Stored data:
-------------------------

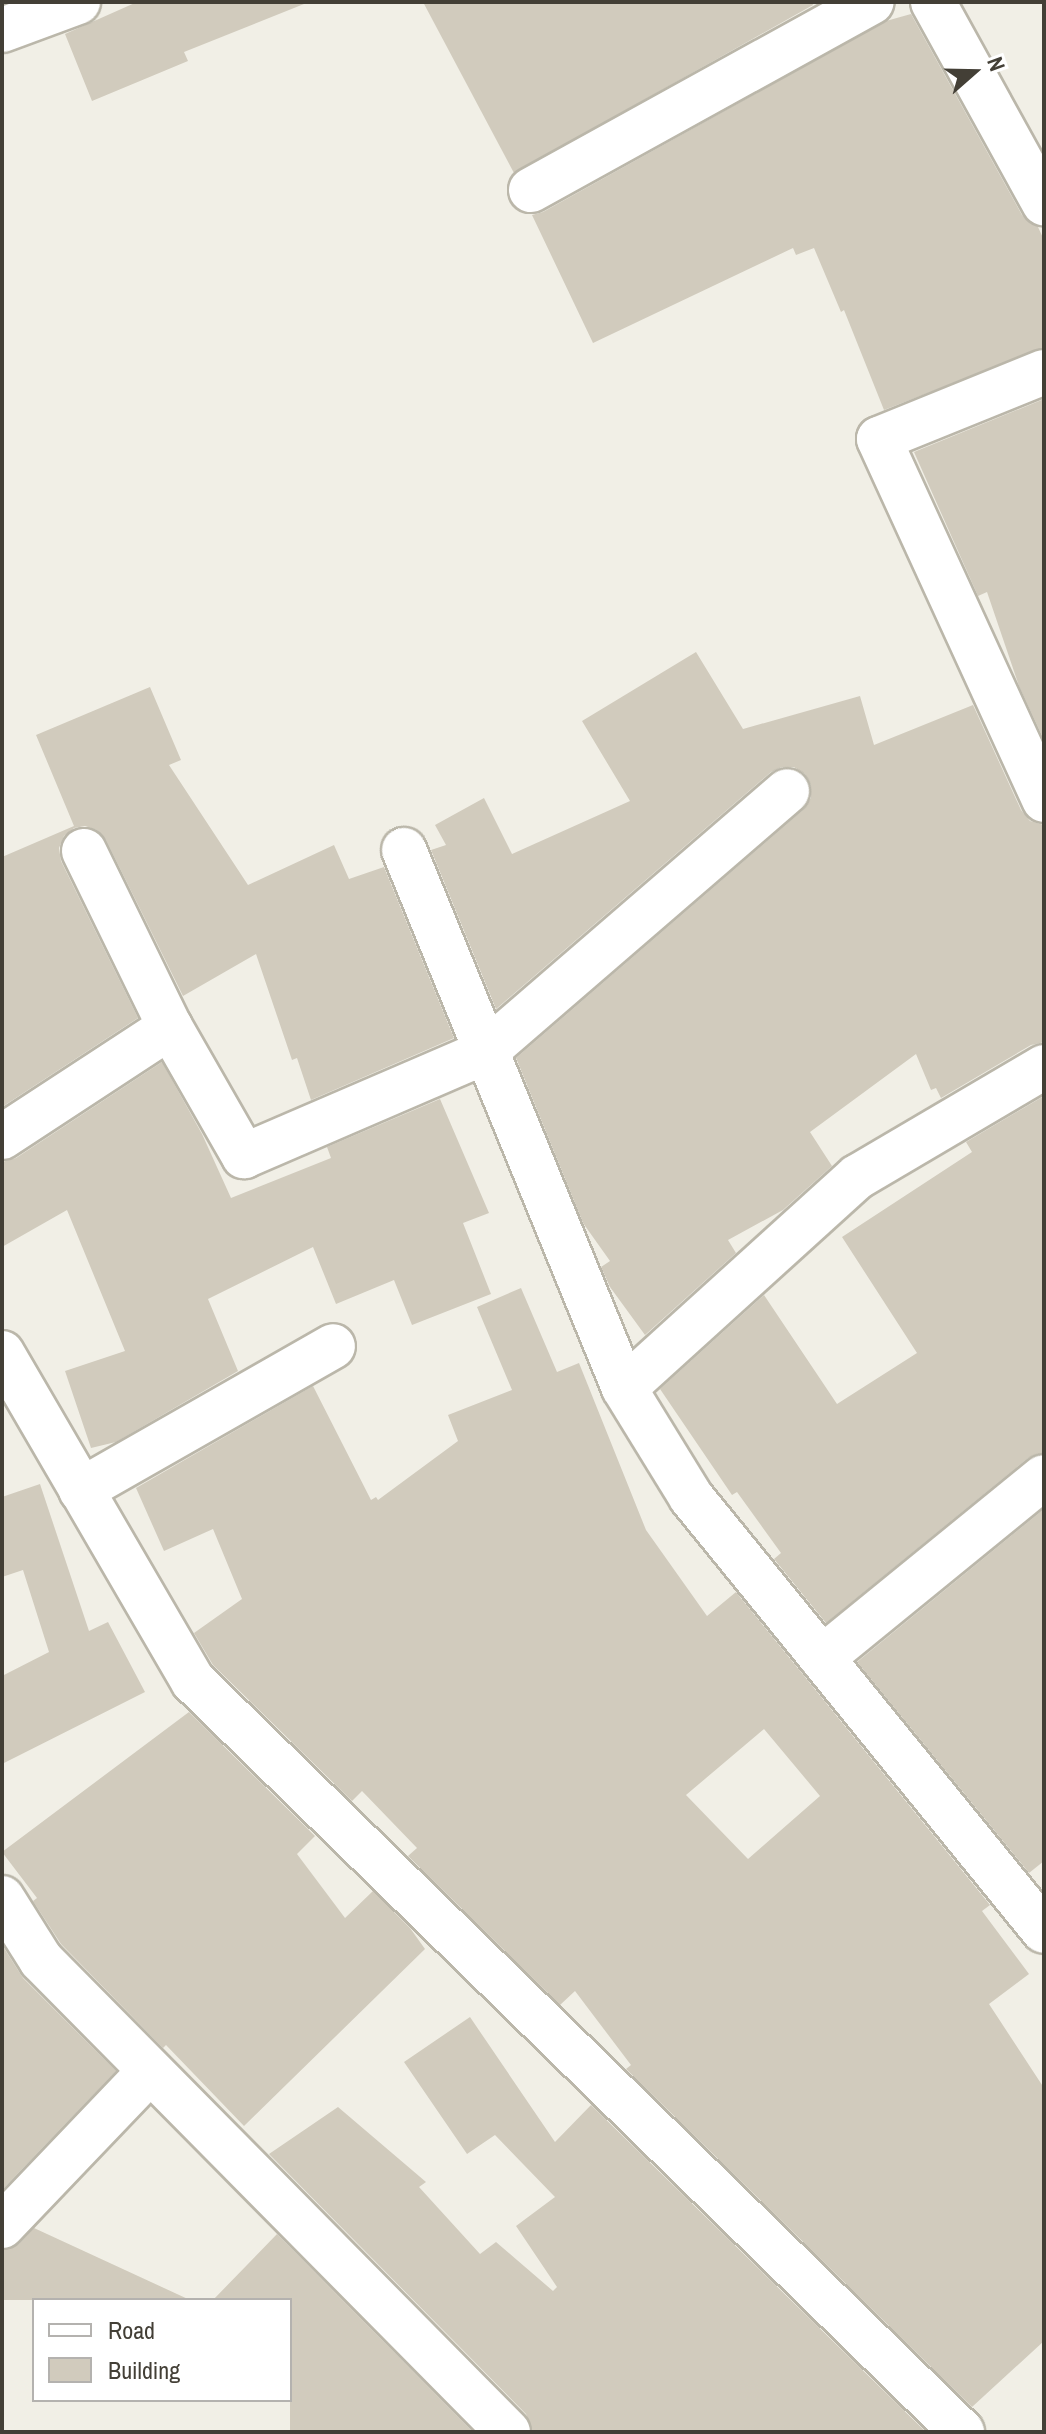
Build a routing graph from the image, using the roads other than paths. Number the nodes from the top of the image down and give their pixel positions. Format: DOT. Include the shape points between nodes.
graph roads {
  1 [pos="78,2"];
  2 [pos="871,2"];
  3 [pos="933,2"];
  4 [pos="2,30"];
  5 [pos="531,190"];
  6 [pos="1044,203"];
  7 [pos="1044,372"];
  8 [pos="787,791"];
  9 [pos="1044,800"];
  10 [pos="404,850"];
  11 [pos="84,851"];
  12 [pos="170,1027"];
  13 [pos="485,1052"];
  14 [pos="1043,1070"];
  15 [pos="2,1137"];
  16 [pos="333,1346"];
  17 [pos="2,1353"];
  18 [pos="624,1388"];
  19 [pos="1044,1477"];
  20 [pos="81,1490"];
  21 [pos="822,1658"];
  22 [pos="2,1898"];
  23 [pos="1035,1902"];
  24 [pos="150,2071"];
  25 [pos="2,2226"];
  26 [pos="508,2432"];
  27 [pos="962,2432"];
  1 -- 4 [label="street"];
  2 -- 5 [label="street"];
  3 -- 6 [label="street"];
  7 -- 9 [label="street" via="879,439"];
  8 -- 13 [label="street"];
  10 -- 13 [label="street"];
  11 -- 12 [label="street"];
  12 -- 13 [label="street" via="244,1156"];
  12 -- 15 [label="street"];
  13 -- 18 [label="street"];
  14 -- 18 [label="street" via="857,1177"];
  16 -- 20 [label="street"];
  17 -- 20 [label="street"];
  18 -- 21 [label="street" via="691,1497"];
  19 -- 21 [label="street"];
  20 -- 27 [label="street" via="193,1681"];
  21 -- 23 [label="street"];
  22 -- 24 [label="street" via="41,1960"];
  24 -- 25 [label="street"];
  24 -- 26 [label="street"];
}
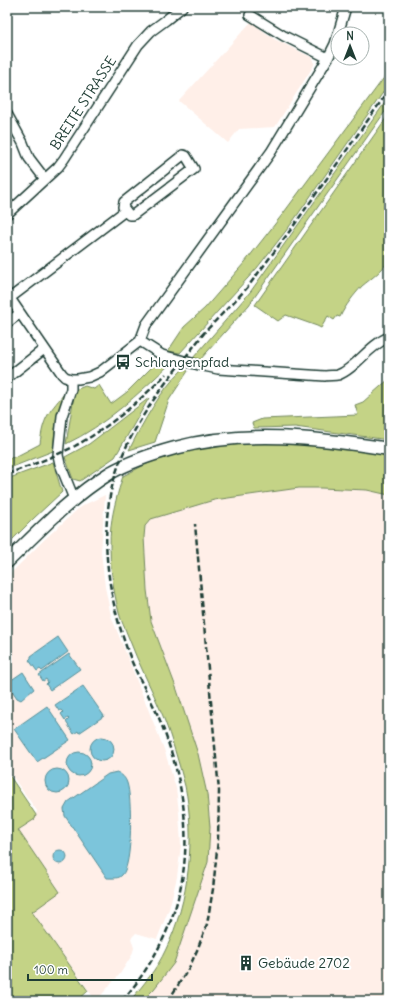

-------------------------

Each record, word for word, should be printed again without its pictures.

Build a routing graph from the image, using the roads other than paths. Number the nodes from the top of the image down and give their pixel positions. Format: DOT. Include the shape points between nodes.
graph roads {
  1 [pos="78,2"];
  2 [pos="871,2"];
  3 [pos="933,2"];
  4 [pos="2,30"];
  5 [pos="531,190"];
  6 [pos="1044,203"];
  7 [pos="1044,372"];
  8 [pos="787,791"];
  9 [pos="1044,800"];
  10 [pos="404,850"];
  11 [pos="84,851"];
  12 [pos="170,1027"];
  13 [pos="485,1052"];
  14 [pos="1043,1070"];
  15 [pos="2,1137"];
  16 [pos="333,1346"];
  17 [pos="2,1353"];
  18 [pos="624,1388"];
  19 [pos="1044,1477"];
  20 [pos="81,1490"];
  21 [pos="822,1658"];
  22 [pos="2,1898"];
  23 [pos="1035,1902"];
  24 [pos="150,2071"];
  25 [pos="2,2226"];
  26 [pos="508,2432"];
  27 [pos="962,2432"];
  1 -- 4 [label="street"];
  2 -- 5 [label="street"];
  3 -- 6 [label="street"];
  7 -- 9 [label="street" via="879,439"];
  8 -- 13 [label="street"];
  10 -- 13 [label="street"];
  11 -- 12 [label="street"];
  12 -- 13 [label="street" via="244,1156"];
  12 -- 15 [label="street"];
  13 -- 18 [label="street"];
  14 -- 18 [label="street" via="857,1177"];
  16 -- 20 [label="street"];
  17 -- 20 [label="street"];
  18 -- 21 [label="street" via="691,1497"];
  19 -- 21 [label="street"];
  20 -- 27 [label="street" via="193,1681"];
  21 -- 23 [label="street"];
  22 -- 24 [label="street" via="41,1960"];
  24 -- 25 [label="street"];
  24 -- 26 [label="street"];
}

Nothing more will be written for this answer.